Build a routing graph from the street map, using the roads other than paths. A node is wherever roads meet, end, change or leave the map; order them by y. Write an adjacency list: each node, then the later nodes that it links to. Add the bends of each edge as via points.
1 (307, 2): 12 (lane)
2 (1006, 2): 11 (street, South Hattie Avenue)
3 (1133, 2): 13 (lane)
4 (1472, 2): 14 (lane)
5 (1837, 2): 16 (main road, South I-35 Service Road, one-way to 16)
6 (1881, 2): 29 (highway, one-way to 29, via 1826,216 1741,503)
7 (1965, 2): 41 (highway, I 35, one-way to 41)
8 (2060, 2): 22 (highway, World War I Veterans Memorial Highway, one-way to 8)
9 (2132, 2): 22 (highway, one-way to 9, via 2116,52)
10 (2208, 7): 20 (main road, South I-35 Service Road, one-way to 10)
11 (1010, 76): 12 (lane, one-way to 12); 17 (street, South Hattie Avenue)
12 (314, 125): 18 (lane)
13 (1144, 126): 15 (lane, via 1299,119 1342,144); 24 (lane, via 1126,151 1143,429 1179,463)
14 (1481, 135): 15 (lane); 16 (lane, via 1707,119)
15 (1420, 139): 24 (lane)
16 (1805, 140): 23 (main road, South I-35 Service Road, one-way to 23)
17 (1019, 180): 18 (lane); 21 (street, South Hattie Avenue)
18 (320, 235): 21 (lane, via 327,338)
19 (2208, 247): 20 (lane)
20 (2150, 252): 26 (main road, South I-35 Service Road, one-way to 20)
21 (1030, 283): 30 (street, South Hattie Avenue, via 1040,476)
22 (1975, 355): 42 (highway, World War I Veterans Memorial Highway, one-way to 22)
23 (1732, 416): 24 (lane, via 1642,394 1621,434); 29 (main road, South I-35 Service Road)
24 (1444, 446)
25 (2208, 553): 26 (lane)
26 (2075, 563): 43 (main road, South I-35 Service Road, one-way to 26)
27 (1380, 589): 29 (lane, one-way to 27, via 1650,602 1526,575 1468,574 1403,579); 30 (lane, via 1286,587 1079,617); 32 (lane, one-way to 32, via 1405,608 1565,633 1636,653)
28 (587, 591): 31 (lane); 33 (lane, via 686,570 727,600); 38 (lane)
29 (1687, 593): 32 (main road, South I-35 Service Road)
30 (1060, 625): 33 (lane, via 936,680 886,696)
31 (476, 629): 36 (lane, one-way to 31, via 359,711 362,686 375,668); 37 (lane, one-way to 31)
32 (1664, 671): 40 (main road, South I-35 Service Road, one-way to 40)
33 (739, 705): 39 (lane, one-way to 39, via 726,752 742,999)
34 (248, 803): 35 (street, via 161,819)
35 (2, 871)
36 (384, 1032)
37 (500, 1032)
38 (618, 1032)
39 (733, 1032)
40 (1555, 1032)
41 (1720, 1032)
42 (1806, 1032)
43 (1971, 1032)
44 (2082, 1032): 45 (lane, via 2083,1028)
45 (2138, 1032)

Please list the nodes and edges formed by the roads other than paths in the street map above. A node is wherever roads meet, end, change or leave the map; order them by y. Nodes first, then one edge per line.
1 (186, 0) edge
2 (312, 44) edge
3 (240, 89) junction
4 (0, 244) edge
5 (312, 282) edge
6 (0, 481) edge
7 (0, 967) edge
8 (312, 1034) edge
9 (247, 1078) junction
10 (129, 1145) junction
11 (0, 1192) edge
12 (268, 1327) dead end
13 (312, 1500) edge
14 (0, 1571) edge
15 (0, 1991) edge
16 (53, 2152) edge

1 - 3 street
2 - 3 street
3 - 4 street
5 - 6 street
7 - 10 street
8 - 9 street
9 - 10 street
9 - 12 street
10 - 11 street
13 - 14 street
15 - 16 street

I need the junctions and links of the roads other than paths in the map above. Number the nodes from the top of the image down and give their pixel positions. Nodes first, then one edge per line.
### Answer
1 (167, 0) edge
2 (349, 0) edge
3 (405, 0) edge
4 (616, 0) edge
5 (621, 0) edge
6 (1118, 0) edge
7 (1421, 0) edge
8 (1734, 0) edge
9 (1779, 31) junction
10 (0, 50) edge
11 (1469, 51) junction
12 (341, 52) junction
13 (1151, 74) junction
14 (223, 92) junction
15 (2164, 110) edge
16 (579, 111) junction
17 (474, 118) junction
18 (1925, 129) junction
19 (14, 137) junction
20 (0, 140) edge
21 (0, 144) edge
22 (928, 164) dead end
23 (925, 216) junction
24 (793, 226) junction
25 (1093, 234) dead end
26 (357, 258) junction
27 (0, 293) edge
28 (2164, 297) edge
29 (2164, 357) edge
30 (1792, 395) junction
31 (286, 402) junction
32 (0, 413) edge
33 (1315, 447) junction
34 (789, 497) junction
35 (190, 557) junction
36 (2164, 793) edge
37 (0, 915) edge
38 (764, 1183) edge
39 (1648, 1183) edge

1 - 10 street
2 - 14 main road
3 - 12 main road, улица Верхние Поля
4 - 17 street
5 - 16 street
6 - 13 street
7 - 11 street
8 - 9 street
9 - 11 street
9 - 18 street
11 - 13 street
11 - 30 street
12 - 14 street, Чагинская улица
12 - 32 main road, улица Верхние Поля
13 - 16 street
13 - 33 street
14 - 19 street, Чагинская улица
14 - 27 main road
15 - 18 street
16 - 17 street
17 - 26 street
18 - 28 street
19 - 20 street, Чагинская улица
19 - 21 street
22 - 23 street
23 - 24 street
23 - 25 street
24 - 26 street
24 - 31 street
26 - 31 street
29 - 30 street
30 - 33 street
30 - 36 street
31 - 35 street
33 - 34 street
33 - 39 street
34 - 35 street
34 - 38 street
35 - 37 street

****

Assigned task >> Transcribe every record exactly, keeping each line as it is.

Answer for the task >>
Build a routing graph from the street map, using the roads other than paths. A node is wherever roads meet, end, change or leave the map; order them by y. Write an adjacency list: each node, then the later nodes that it links to. Add the bends of each edge as via points.
1 (307, 2): 12 (lane)
2 (1006, 2): 11 (street, South Hattie Avenue)
3 (1133, 2): 13 (lane)
4 (1472, 2): 14 (lane)
5 (1837, 2): 16 (main road, South I-35 Service Road, one-way to 16)
6 (1881, 2): 29 (highway, one-way to 29, via 1826,216 1741,503)
7 (1965, 2): 41 (highway, I 35, one-way to 41)
8 (2060, 2): 22 (highway, World War I Veterans Memorial Highway, one-way to 8)
9 (2132, 2): 22 (highway, one-way to 9, via 2116,52)
10 (2208, 7): 20 (main road, South I-35 Service Road, one-way to 10)
11 (1010, 76): 12 (lane, one-way to 12); 17 (street, South Hattie Avenue)
12 (314, 125): 18 (lane)
13 (1144, 126): 15 (lane, via 1299,119 1342,144); 24 (lane, via 1126,151 1143,429 1179,463)
14 (1481, 135): 15 (lane); 16 (lane, via 1707,119)
15 (1420, 139): 24 (lane)
16 (1805, 140): 23 (main road, South I-35 Service Road, one-way to 23)
17 (1019, 180): 18 (lane); 21 (street, South Hattie Avenue)
18 (320, 235): 21 (lane, via 327,338)
19 (2208, 247): 20 (lane)
20 (2150, 252): 26 (main road, South I-35 Service Road, one-way to 20)
21 (1030, 283): 30 (street, South Hattie Avenue, via 1040,476)
22 (1975, 355): 42 (highway, World War I Veterans Memorial Highway, one-way to 22)
23 (1732, 416): 24 (lane, via 1642,394 1621,434); 29 (main road, South I-35 Service Road)
24 (1444, 446)
25 (2208, 553): 26 (lane)
26 (2075, 563): 43 (main road, South I-35 Service Road, one-way to 26)
27 (1380, 589): 29 (lane, one-way to 27, via 1650,602 1526,575 1468,574 1403,579); 30 (lane, via 1286,587 1079,617); 32 (lane, one-way to 32, via 1405,608 1565,633 1636,653)
28 (587, 591): 31 (lane); 33 (lane, via 686,570 727,600); 38 (lane)
29 (1687, 593): 32 (main road, South I-35 Service Road)
30 (1060, 625): 33 (lane, via 936,680 886,696)
31 (476, 629): 36 (lane, one-way to 31, via 359,711 362,686 375,668); 37 (lane, one-way to 31)
32 (1664, 671): 40 (main road, South I-35 Service Road, one-way to 40)
33 (739, 705): 39 (lane, one-way to 39, via 726,752 742,999)
34 (248, 803): 35 (street, via 161,819)
35 (2, 871)
36 (384, 1032)
37 (500, 1032)
38 (618, 1032)
39 (733, 1032)
40 (1555, 1032)
41 (1720, 1032)
42 (1806, 1032)
43 (1971, 1032)
44 (2082, 1032): 45 (lane, via 2083,1028)
45 (2138, 1032)

Please list the nodes and edges formed by the roads other than paths in the street map above. A node is wherever roads meet, end, change or leave the map; order them by y. Nodes first, then one edge per line.
1 (186, 0) edge
2 (312, 44) edge
3 (240, 89) junction
4 (0, 244) edge
5 (312, 282) edge
6 (0, 481) edge
7 (0, 967) edge
8 (312, 1034) edge
9 (247, 1078) junction
10 (129, 1145) junction
11 (0, 1192) edge
12 (268, 1327) dead end
13 (312, 1500) edge
14 (0, 1571) edge
15 (0, 1991) edge
16 (53, 2152) edge

1 - 3 street
2 - 3 street
3 - 4 street
5 - 6 street
7 - 10 street
8 - 9 street
9 - 10 street
9 - 12 street
10 - 11 street
13 - 14 street
15 - 16 street

I need the junctions and links of the roads other than paths in the map above. Number the nodes from the top of the image down and give their pixel positions. Nodes first, then one edge per line.
### Answer
1 (167, 0) edge
2 (349, 0) edge
3 (405, 0) edge
4 (616, 0) edge
5 (621, 0) edge
6 (1118, 0) edge
7 (1421, 0) edge
8 (1734, 0) edge
9 (1779, 31) junction
10 (0, 50) edge
11 (1469, 51) junction
12 (341, 52) junction
13 (1151, 74) junction
14 (223, 92) junction
15 (2164, 110) edge
16 (579, 111) junction
17 (474, 118) junction
18 (1925, 129) junction
19 (14, 137) junction
20 (0, 140) edge
21 (0, 144) edge
22 (928, 164) dead end
23 (925, 216) junction
24 (793, 226) junction
25 (1093, 234) dead end
26 (357, 258) junction
27 (0, 293) edge
28 (2164, 297) edge
29 (2164, 357) edge
30 (1792, 395) junction
31 (286, 402) junction
32 (0, 413) edge
33 (1315, 447) junction
34 (789, 497) junction
35 (190, 557) junction
36 (2164, 793) edge
37 (0, 915) edge
38 (764, 1183) edge
39 (1648, 1183) edge

1 - 10 street
2 - 14 main road
3 - 12 main road, улица Верхние Поля
4 - 17 street
5 - 16 street
6 - 13 street
7 - 11 street
8 - 9 street
9 - 11 street
9 - 18 street
11 - 13 street
11 - 30 street
12 - 14 street, Чагинская улица
12 - 32 main road, улица Верхние Поля
13 - 16 street
13 - 33 street
14 - 19 street, Чагинская улица
14 - 27 main road
15 - 18 street
16 - 17 street
17 - 26 street
18 - 28 street
19 - 20 street, Чагинская улица
19 - 21 street
22 - 23 street
23 - 24 street
23 - 25 street
24 - 26 street
24 - 31 street
26 - 31 street
29 - 30 street
30 - 33 street
30 - 36 street
31 - 35 street
33 - 34 street
33 - 39 street
34 - 35 street
34 - 38 street
35 - 37 street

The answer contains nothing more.